Para enfrentar a pandemia, a Suécia adotou uma estratégia menos restritivas que boa parte dos países ocidentais. Com 5,7 mil mortes em um universo de 80,4 mil infectados até este domingo (2/8), a covid-19 tem uma taxa de letalidade de 7,1% no país. Essa média é superior à global, de 3,9%, o que, nos últimos meses, tem sido lembrado por muitos especialistas que criticam a abordagem sueca (que o Scandinavian Way explicou aqui).
Para além dos números, o novo coronavírus levantou debates também em outras frentes, da liberdade individual às notícias falsas, da crise climática ao populismo. Ao longo da pandemia, alguns desses temas têm pautado o trabalho do Raoul Wallenberg Institute, centro de estudos acadêmicos sobre direitos humanos ligado à Faculdade de Direito da Lund University, na Suécia. Criada em 1984, a instituição é uma das mais respeitadas do mundo em sua área de atuação.
Rolf Ring, vice-diretor do instituto, falou ao público brasileiro na última segunda-feira (27/7). Ele participou de um debate online organizado pela Embaixada da Alemanha em Brasília, do qual participaram também os professores Christoph Möllers (Humboldt University Berlin) e Mattias Kumm (HU Berlin e New York University) e o ministro Gilmar Mendes, do Supremo Tribunal Federal (STF). Michael Westland, da embaixada alemã, mediou as discussões.
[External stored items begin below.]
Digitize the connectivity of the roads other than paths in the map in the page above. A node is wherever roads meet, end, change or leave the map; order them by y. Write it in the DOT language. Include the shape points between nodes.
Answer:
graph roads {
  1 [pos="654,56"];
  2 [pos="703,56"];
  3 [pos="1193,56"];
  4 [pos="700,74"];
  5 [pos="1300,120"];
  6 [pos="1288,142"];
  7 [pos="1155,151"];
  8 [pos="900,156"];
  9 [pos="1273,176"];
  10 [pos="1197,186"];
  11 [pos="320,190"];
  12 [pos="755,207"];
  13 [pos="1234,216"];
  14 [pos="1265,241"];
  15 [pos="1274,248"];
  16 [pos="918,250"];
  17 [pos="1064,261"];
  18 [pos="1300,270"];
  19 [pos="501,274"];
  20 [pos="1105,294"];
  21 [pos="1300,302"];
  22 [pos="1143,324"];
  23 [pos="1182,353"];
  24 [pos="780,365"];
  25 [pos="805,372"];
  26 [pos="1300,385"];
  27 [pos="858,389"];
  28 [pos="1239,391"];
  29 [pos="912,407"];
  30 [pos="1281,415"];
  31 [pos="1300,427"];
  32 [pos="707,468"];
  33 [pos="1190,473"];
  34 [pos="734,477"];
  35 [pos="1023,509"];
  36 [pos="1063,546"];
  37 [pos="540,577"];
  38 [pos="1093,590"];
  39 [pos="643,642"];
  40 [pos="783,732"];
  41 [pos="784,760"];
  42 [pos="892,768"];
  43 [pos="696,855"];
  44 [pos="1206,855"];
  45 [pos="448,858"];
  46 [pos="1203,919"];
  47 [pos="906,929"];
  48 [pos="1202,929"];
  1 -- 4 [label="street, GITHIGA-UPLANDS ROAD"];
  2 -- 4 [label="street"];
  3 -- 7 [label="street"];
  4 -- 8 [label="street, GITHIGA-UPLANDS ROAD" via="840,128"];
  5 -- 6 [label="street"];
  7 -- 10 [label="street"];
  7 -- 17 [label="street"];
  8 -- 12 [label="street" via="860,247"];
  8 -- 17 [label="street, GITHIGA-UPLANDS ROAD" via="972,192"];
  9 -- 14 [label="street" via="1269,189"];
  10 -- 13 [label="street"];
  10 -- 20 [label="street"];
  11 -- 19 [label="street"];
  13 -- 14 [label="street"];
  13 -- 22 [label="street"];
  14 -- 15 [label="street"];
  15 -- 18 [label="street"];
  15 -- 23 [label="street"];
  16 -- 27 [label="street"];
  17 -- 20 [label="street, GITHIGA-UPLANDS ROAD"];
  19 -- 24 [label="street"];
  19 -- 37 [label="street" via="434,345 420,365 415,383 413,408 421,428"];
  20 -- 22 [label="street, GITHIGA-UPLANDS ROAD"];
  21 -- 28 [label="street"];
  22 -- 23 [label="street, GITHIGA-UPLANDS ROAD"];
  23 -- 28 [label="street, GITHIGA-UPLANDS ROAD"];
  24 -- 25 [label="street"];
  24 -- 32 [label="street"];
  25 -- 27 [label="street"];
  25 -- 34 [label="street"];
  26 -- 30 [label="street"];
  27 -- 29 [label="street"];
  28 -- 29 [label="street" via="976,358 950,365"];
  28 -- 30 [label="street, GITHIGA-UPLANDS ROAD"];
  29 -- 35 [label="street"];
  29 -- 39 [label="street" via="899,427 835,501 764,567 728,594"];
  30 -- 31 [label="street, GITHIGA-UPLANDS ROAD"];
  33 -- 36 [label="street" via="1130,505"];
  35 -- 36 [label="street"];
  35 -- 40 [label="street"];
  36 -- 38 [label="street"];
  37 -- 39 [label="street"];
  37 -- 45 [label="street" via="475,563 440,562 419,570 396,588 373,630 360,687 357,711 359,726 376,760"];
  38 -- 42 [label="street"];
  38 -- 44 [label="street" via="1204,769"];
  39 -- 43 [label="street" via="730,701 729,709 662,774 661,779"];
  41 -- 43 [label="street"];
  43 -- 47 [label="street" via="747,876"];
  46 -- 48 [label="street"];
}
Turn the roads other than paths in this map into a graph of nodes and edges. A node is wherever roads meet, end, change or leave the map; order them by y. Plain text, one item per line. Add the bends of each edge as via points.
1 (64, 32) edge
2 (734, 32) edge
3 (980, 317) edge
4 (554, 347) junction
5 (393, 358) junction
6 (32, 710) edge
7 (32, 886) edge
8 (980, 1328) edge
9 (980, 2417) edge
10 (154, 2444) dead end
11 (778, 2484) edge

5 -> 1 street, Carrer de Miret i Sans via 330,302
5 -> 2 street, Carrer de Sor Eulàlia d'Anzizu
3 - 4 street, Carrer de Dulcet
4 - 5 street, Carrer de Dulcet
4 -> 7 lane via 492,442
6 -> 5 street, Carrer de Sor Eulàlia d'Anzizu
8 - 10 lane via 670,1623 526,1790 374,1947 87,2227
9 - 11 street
O Scandinavian Way reuniu alguns dos temas que Ring abordou sobre o debate público da Suécia na pandemia. O seminário está disponível na íntegra neste link:
Eficiência do Estado
Na Suécia, o controle de doenças infectocontagiosas é um trabalho da Agência Sueca de Saúde Pública, que tem atuação nacional. O sistema geral de saúde, por sua vez, é responsabilidade dos governos regionais, e as casas de repouso de idosos (que tiveram alto número de vítimas na pandemia), dos municípios. Essa divisão de responsabilidades “causou confusão, ineficiência e atrasos nas tomadas de decisão”, disse Ring.
Pilares democráticos
A morte do americano George Floyd, no dia 25 de maio, gerou manifestações contra o racismo também na Suécia. No país, é preciso ter autorização da polícia para organizar protestos como o do movimento Black Lives Matter. “O direito de reunião é considerado um dos pilares da democracia sueca”, afirma Ring. Assim, os manifestantes receberam autorização para os atos, desde que se respeitasse o distanciamento social e que o público fosse de até 50 pessoas – regra que foi adotada para conter o coronavírus. No entanto, como em outras partes do mundo, as manifestações na Suécia atraíram milhares de pessoas. A polícia acabou dispersando os atos.
Judicialização
Passar as férias de verão em casas de campo é uma tradição sueca. Mas, para evitar que o vírus infectasse os moradores de cidades de veraneio, algumas prefeituras não emitiram autorizações de entrada para os visitantes. Muitos desses casos chegaram aos tribunais, que decidiram contra os municípios. Esse foi um exemplo do que Rolf Ring chamou de “pesadelo” burocrático.
Leis para situações de exceção
Na pandemia, países de todo o mundo identificaram lacunas em suas leis; não havia regras específicas para enfrentar situações de exceção como a atual. Rolf Ring conta que a Constituição da Suécia não estabelece provisões para quando se enfrenta um estado de emergência, por exemplo. O contexto histórico ajuda a explicar esse aspecto, segundo ele. “O país não entra em guerra desde o início do século 19”, disse.
Serviços públicos e direitos humanos
Em termos proporcionais, imigrantes que moram em áreas pobres das maiores cidades da Suécia ficaram entre as pessoas mais afetadas pela covid-19 no país. A dificuldade de adaptação à vida local que refugiados e outros estrangeiros enfrentam passa pelo baixo acesso a serviços públicos, como os de saúde. Isso ajuda a explicar por que tanta gente morreu por causa do coronavírus nessa fatia da população. O debate sobre serviços públicos e direitos humanos, que estava em andamento na Suécia mesmo antes da crise atual, precisa avançar, diz Ring.
Sem simplificações
Remédios milagrosos, políticas que prometem mudar a vida das pessoas em pouco tempo, medidas tão simples quanto definitivas: a pandemia tem deixado claro que simplificações só funcionam no discurso de quem as defende. “Questões complexas exigem medidas complexas”, disse o vice-diretor do Raoul Wallenberg Institute.